W czwartek zapadł wyrok w sprawie znanej piosenkarki – Doroty R. Sąd Okręgowy w Warszawie odrzucił apelację jej obrońcy i uznał, że artystka dopuściła się znieważenia funkcjonariuszy. Wyrok jest prawomocny.
Chodzi o wydarzenia z 23 na 24 marca 2013 roku. Dwaj warszawscy policjanci zeznali, że tamtej nocy "doświadczyli przemocy ze strony Doroty R. i Marty B.". Piosenkarka i jej znajoma miały zakłócać ciszę nocną, dlatego mieszkańcy bloku przy ul. Gawota wezwali policję. Na miejscu pojawili się dwaj funkcjonariusze, którzy chcieli wylegitymować kobiety. Wówczas artystka i jej koleżanka miały ich zaatakować. Dorota R. miała uderzyć policjanta w plecy torebką. Obie miały też "używać słów powszechnie uznanych za obelżywe".

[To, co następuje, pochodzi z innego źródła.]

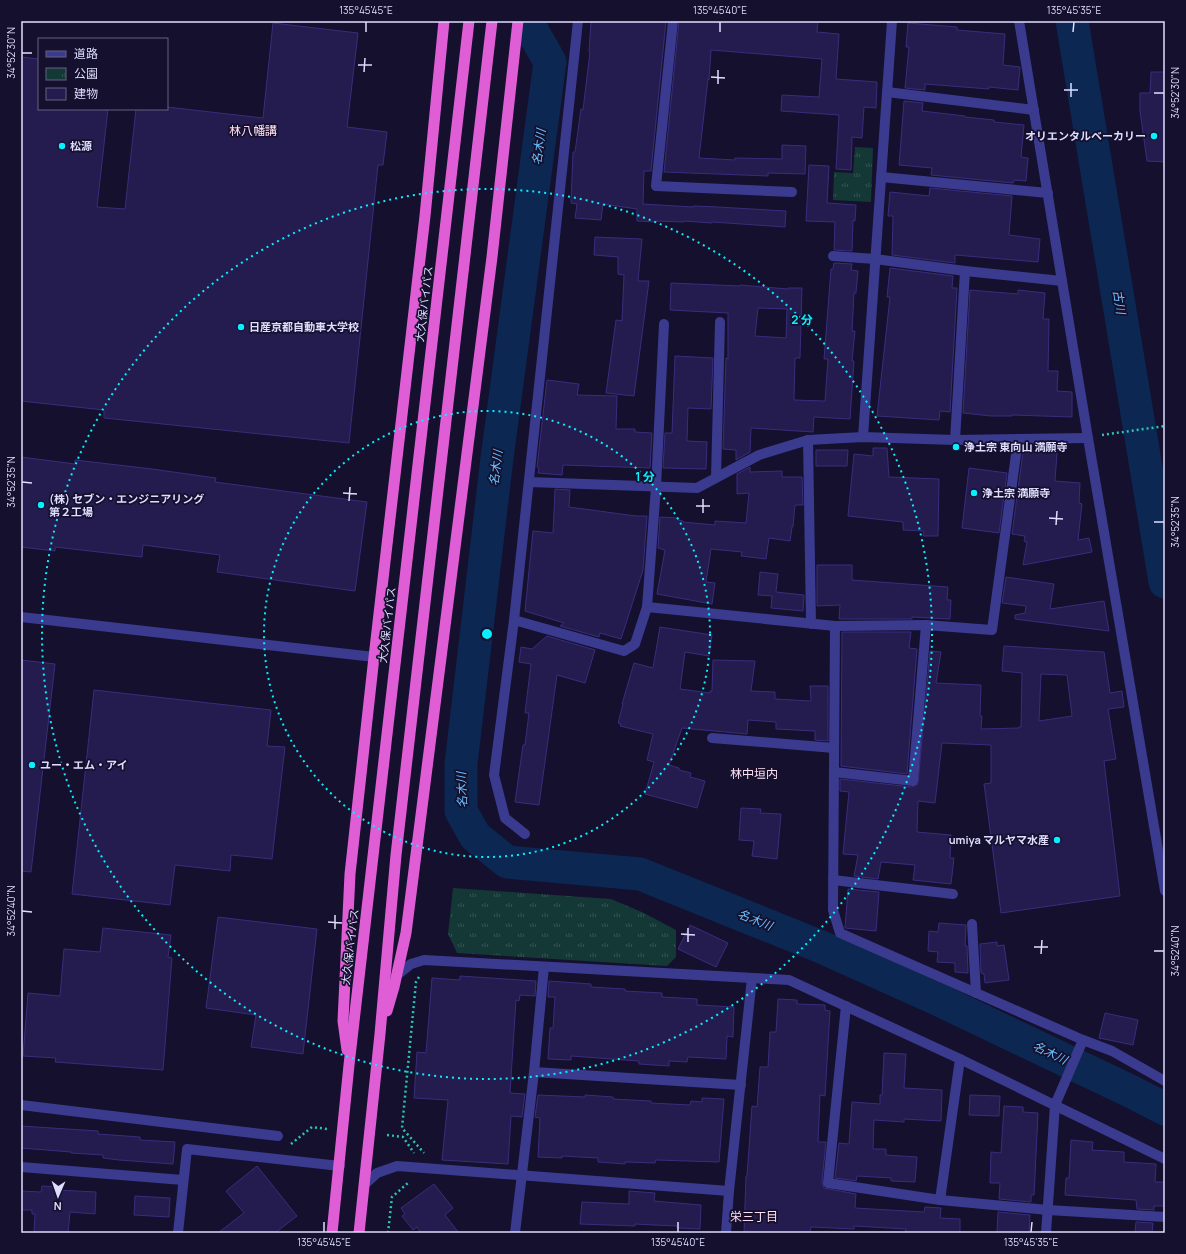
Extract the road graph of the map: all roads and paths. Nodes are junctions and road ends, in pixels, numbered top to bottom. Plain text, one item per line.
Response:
1 (444, 21) edge
2 (470, 21) edge
3 (492, 21) edge
4 (518, 21) edge
5 (578, 21) edge
6 (673, 21) edge
7 (892, 21) edge
8 (1019, 21) edge
9 (887, 92) junction
10 (1034, 110) junction
11 (881, 177) junction
12 (792, 192) dead end
13 (1048, 193) junction
14 (833, 256) dead end
15 (875, 259) junction
16 (965, 271) junction
17 (1062, 281) junction
18 (720, 322) dead end
19 (664, 324) dead end
20 (1165, 426) edge
21 (863, 437) junction
22 (1092, 437) junction
23 (808, 440) junction
24 (955, 440) junction
25 (1018, 440) junction
26 (716, 477) junction
27 (529, 482) junction
28 (656, 487) junction
29 (647, 607) junction
30 (21, 617) edge
31 (514, 620) junction
32 (812, 624) junction
33 (926, 625) junction
34 (835, 626) junction
35 (374, 657) junction
36 (712, 738) dead end
37 (834, 748) junction
38 (834, 772) junction
39 (525, 834) dead end
40 (833, 880) junction
41 (1165, 891) edge
42 (953, 894) dead end
43 (972, 924) dead end
44 (424, 960) junction
45 (544, 966) junction
46 (397, 975) junction
47 (752, 978) junction
48 (976, 993) junction
49 (846, 1006) junction
50 (380, 1034) junction
51 (1083, 1040) junction
52 (960, 1059) junction
53 (349, 1064) junction
54 (534, 1072) junction
55 (1165, 1082) edge
56 (741, 1085) junction
57 (21, 1105) edge
58 (1055, 1105) junction
59 (329, 1129) dead end
60 (387, 1135) dead end
61 (278, 1136) dead end
62 (286, 1148) dead end
63 (1165, 1159) edge
64 (340, 1166) junction
65 (21, 1167) edge
66 (424, 1169) junction
67 (522, 1176) junction
68 (183, 1180) junction
69 (365, 1184) junction
70 (729, 1191) junction
71 (940, 1200) junction
72 (1048, 1210) junction
73 (1165, 1217) edge
74 (178, 1233) edge
75 (332, 1233) edge
76 (359, 1233) edge
77 (388, 1233) edge
78 (516, 1233) edge
79 (726, 1233) edge
80 (1046, 1233) edge

1 - 35 highway
2 - 53 highway, 大久保バイパス
3 - 50 highway
4 - 46 highway
5 - 27 street
6 - 12 street
7 - 9 street
8 - 10 street
9 - 10 street
9 - 11 street
10 - 13 street
11 - 13 street
11 - 15 street
13 - 17 street
14 - 15 street
15 - 16 street
15 - 21 street
16 - 17 street
16 - 24 street
17 - 22 street
18 - 26 street
19 - 28 street
20 - 22 path
21 - 23 street
21 - 24 street
22 - 25 street
22 - 41 street
23 - 26 street
23 - 32 street
24 - 25 street
25 - 33 street
26 - 28 street
27 - 28 street
27 - 31 street
28 - 29 street
29 - 31 street
29 - 32 street
30 - 35 street
31 - 39 street
32 - 34 street
33 - 34 street
33 - 38 street
34 - 37 street
35 - 53 highway
36 - 37 street
37 - 38 street
38 - 40 street
40 - 42 street
40 - 48 street
43 - 48 street
44 - 45 street
44 - 46 street
44 - 66 path
45 - 47 street
45 - 54 street
46 - 50 highway
47 - 49 street
47 - 56 street
48 - 51 street
49 - 52 street
49 - 71 street
50 - 69 highway
51 - 55 street
51 - 58 street
52 - 58 street
52 - 71 street
53 - 64 highway, 大久保バイパス
54 - 56 street
54 - 67 street
56 - 70 street
57 - 61 street
58 - 63 street
58 - 72 street
59 - 62 path
60 - 66 path
64 - 68 street
64 - 75 highway, 大久保バイパス
65 - 68 street
66 - 67 street
66 - 69 street
66 - 77 path
67 - 70 street
67 - 78 street
68 - 74 street
69 - 76 highway
70 - 79 street
71 - 72 street
72 - 73 street
72 - 80 street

W lutym 2014 r. prokuratura skierowała do sądu akt oskarżenia w tej sprawie. Kobietom groziło do trzech lat więzienia. W lipcu 2018 roku Sąd Rejonowy dla Warszawy-Mokotowa uniewinnił Dorotę R. od zarzutu naruszenia nietykalności funkcjonariusza, a w sprawie znieważenia policjantów postępowanie warunkowo umorzył na roczny okres próby. Marta B. została uniewinniona od popełnienia zarzucanych jej czynów.
Dorota R. przekonywała wówczas, że to one zostały zaatakowane. Tłumaczyła też, że nie miała pewności, czy na pewno ma do czynienia z funkcjonariuszami. Jednym z dowodów w sprawie miało być nagranie zajścia telefonem komórkowym. Obrońca artystki złożył apelację. Na sali rozpraw przekonywał, że jego klientka "stała się ofiarą" sytuacji, "nie chce przywoływać krzywdzących wspomnień i bolesnych doznań", a czynności podjęte przez policjantów "były bezpodstawne i bezprawne".

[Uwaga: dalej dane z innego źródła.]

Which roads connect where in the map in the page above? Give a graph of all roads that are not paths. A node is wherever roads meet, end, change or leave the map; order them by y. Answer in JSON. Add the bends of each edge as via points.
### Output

W czwartek w Sądzie Okręgowym w Warszawie zapadł wyrok w tej sprawie. Sąd odrzucił apelację obrońcy i uznał, że artystka dopuściła się znieważenia funkcjonariuszy. Zasądził pokrycie przez nią 150 złotych kosztów postępowania.
Sędzia Wanda Jankowska-Bebeszko w uzasadnieniu wyroku wskazała, że apelacja nie mogła być skuteczna ze względu na jednostronne, wybiórcze wskazywanie na te dowody, które są korzystne dla oskarżonej oraz, że postępowanie dowodowe zostało przeprowadzone z "ponadprzeciętną dbałością". Jednocześnie podkreśliła, że świadkowie wskazywali na wulgarne słowa, które słyszeli. Sąd nie podzielił też argumentu artystki, która tłumaczyła, że nie była pewna, iż ma do czynienia z policjantami.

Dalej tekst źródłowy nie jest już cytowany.